**What is expected:** Exactly as written, return every line of the data below apart from the pictures.

**Dataset records:**
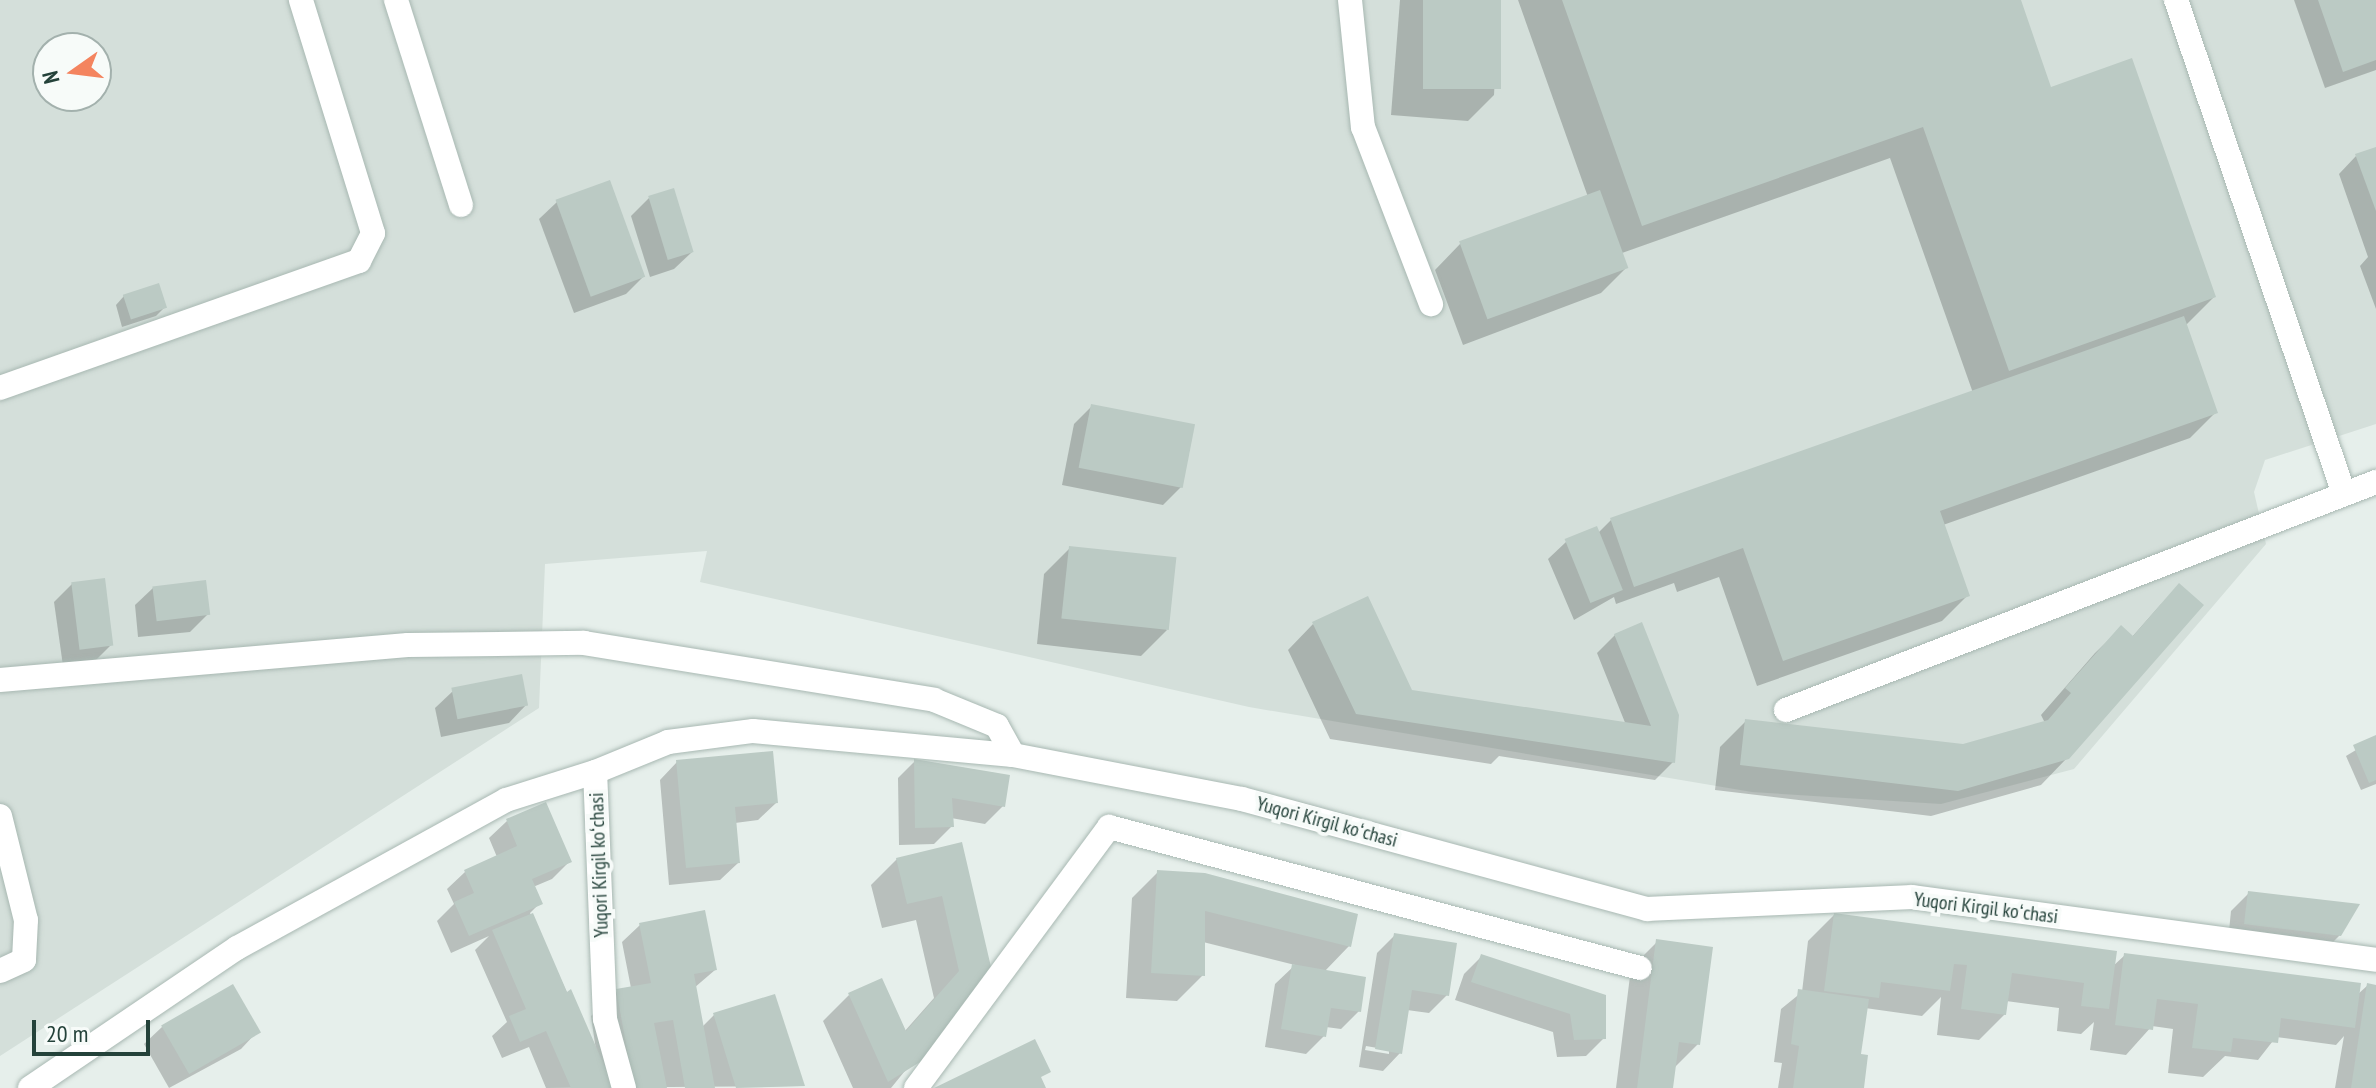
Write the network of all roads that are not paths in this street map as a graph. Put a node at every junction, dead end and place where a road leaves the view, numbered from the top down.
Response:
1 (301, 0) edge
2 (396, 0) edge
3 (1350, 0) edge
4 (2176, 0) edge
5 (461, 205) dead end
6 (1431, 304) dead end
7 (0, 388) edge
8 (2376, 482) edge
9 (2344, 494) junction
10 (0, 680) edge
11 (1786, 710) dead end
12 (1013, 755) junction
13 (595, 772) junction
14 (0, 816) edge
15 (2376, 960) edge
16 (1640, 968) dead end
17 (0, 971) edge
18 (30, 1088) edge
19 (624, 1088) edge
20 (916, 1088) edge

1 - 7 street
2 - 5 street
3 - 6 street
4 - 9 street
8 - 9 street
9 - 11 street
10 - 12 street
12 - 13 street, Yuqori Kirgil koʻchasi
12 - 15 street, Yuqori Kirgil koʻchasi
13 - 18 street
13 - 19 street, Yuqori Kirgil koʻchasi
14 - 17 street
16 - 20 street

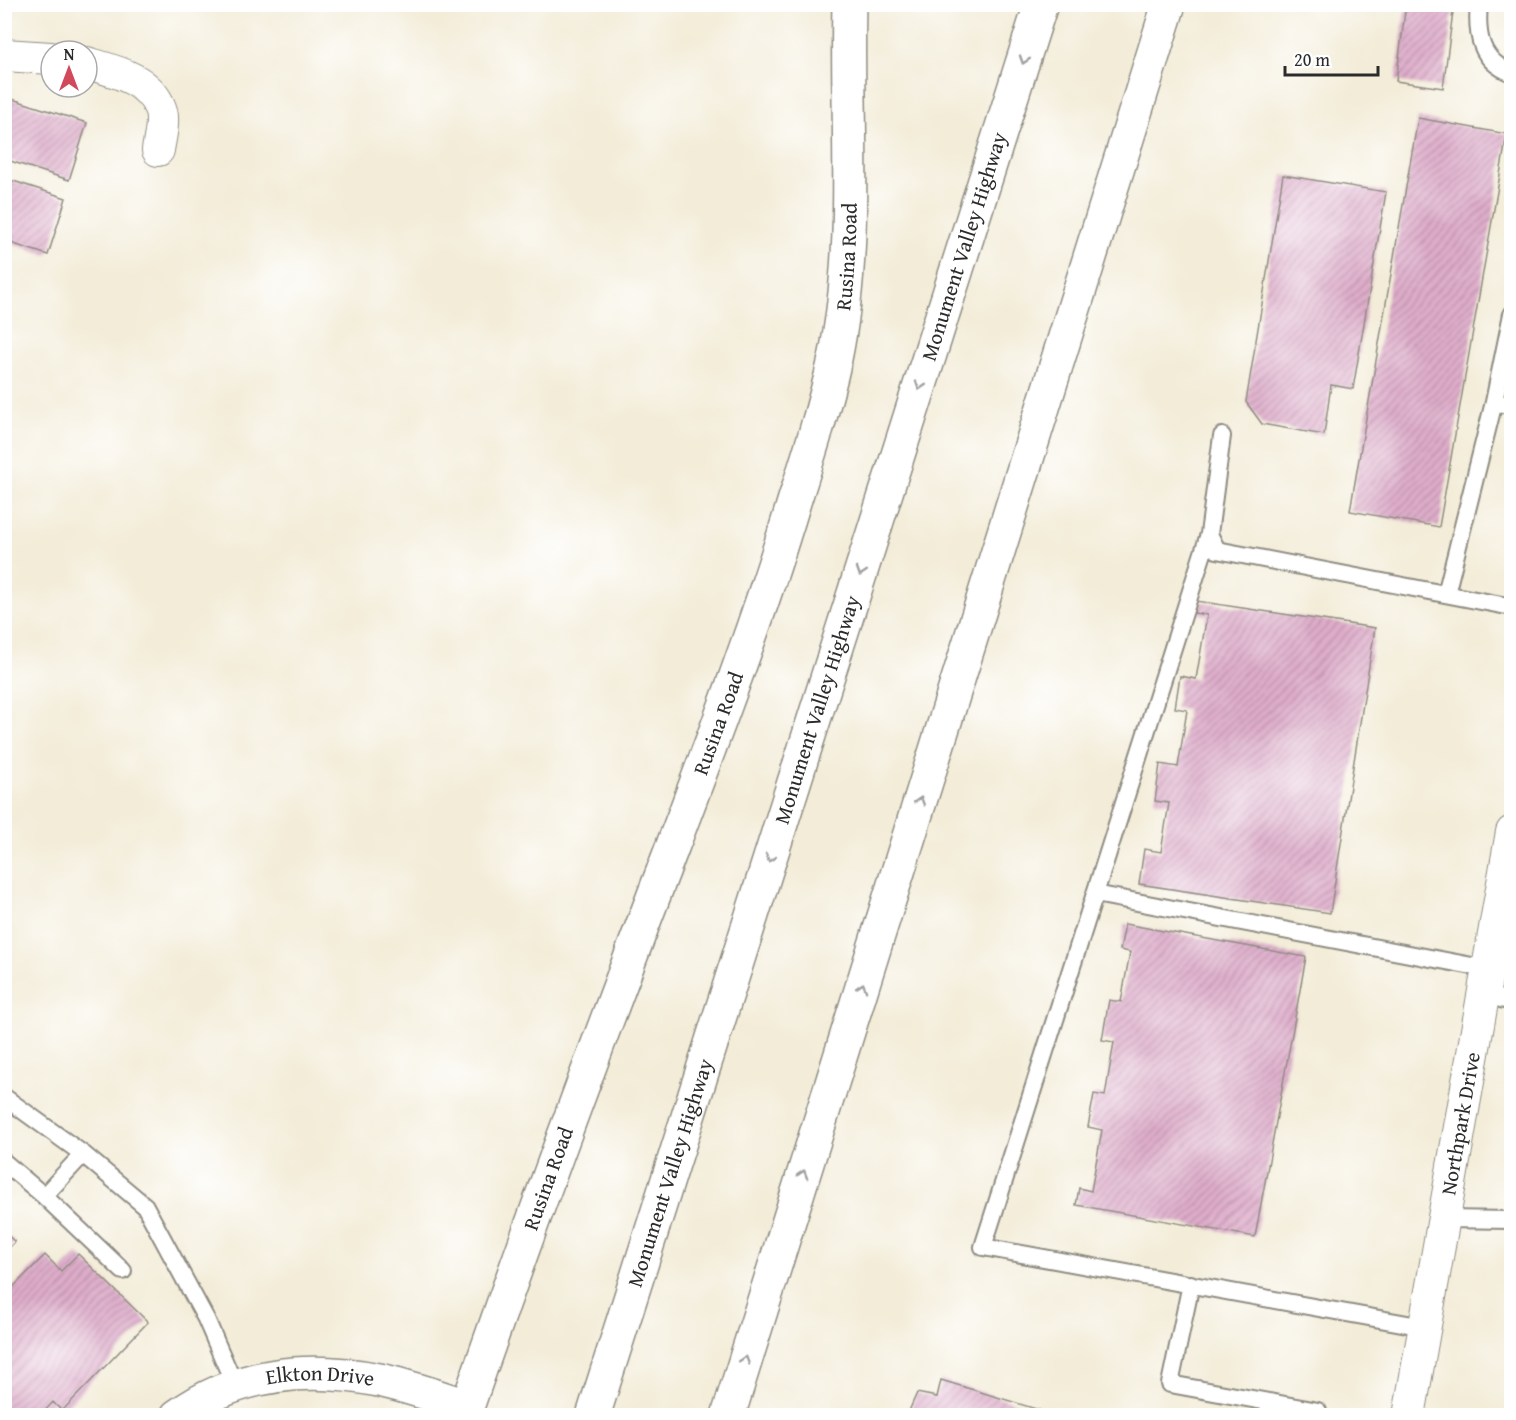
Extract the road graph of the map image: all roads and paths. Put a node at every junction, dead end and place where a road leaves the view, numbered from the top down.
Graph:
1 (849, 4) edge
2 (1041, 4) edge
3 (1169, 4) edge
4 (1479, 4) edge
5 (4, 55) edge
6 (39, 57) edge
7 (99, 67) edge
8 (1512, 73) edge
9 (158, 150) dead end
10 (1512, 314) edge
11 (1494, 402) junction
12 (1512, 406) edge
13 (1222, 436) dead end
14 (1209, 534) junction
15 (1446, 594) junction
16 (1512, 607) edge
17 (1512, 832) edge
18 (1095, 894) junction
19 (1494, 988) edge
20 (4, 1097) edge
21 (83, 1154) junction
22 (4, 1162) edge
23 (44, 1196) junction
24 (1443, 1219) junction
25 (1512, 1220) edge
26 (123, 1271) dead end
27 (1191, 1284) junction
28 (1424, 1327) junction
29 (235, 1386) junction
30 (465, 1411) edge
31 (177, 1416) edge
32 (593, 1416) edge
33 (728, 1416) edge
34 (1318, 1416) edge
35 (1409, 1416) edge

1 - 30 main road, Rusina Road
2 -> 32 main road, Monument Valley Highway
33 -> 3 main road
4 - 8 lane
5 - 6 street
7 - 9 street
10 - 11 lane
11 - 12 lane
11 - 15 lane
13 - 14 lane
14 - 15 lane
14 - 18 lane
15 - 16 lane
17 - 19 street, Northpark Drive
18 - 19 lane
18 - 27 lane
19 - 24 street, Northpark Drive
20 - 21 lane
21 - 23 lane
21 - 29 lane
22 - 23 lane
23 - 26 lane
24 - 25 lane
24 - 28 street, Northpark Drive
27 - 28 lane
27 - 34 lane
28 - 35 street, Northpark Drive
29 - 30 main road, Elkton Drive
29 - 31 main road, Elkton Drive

**Solution for this problem:**
Write the network of all roads that are not paths in this street map as a graph. Put a node at every junction, dead end and place where a road leaves the view, numbered from the top down.
Response:
1 (301, 0) edge
2 (396, 0) edge
3 (1350, 0) edge
4 (2176, 0) edge
5 (461, 205) dead end
6 (1431, 304) dead end
7 (0, 388) edge
8 (2376, 482) edge
9 (2344, 494) junction
10 (0, 680) edge
11 (1786, 710) dead end
12 (1013, 755) junction
13 (595, 772) junction
14 (0, 816) edge
15 (2376, 960) edge
16 (1640, 968) dead end
17 (0, 971) edge
18 (30, 1088) edge
19 (624, 1088) edge
20 (916, 1088) edge

1 - 7 street
2 - 5 street
3 - 6 street
4 - 9 street
8 - 9 street
9 - 11 street
10 - 12 street
12 - 13 street, Yuqori Kirgil koʻchasi
12 - 15 street, Yuqori Kirgil koʻchasi
13 - 18 street
13 - 19 street, Yuqori Kirgil koʻchasi
14 - 17 street
16 - 20 street

Extract the road graph of the map image: all roads and paths. Put a node at every junction, dead end and place where a road leaves the view, numbered from the top down.
Graph:
1 (849, 4) edge
2 (1041, 4) edge
3 (1169, 4) edge
4 (1479, 4) edge
5 (4, 55) edge
6 (39, 57) edge
7 (99, 67) edge
8 (1512, 73) edge
9 (158, 150) dead end
10 (1512, 314) edge
11 (1494, 402) junction
12 (1512, 406) edge
13 (1222, 436) dead end
14 (1209, 534) junction
15 (1446, 594) junction
16 (1512, 607) edge
17 (1512, 832) edge
18 (1095, 894) junction
19 (1494, 988) edge
20 (4, 1097) edge
21 (83, 1154) junction
22 (4, 1162) edge
23 (44, 1196) junction
24 (1443, 1219) junction
25 (1512, 1220) edge
26 (123, 1271) dead end
27 (1191, 1284) junction
28 (1424, 1327) junction
29 (235, 1386) junction
30 (465, 1411) edge
31 (177, 1416) edge
32 (593, 1416) edge
33 (728, 1416) edge
34 (1318, 1416) edge
35 (1409, 1416) edge

1 - 30 main road, Rusina Road
2 -> 32 main road, Monument Valley Highway
33 -> 3 main road
4 - 8 lane
5 - 6 street
7 - 9 street
10 - 11 lane
11 - 12 lane
11 - 15 lane
13 - 14 lane
14 - 15 lane
14 - 18 lane
15 - 16 lane
17 - 19 street, Northpark Drive
18 - 19 lane
18 - 27 lane
19 - 24 street, Northpark Drive
20 - 21 lane
21 - 23 lane
21 - 29 lane
22 - 23 lane
23 - 26 lane
24 - 25 lane
24 - 28 street, Northpark Drive
27 - 28 lane
27 - 34 lane
28 - 35 street, Northpark Drive
29 - 30 main road, Elkton Drive
29 - 31 main road, Elkton Drive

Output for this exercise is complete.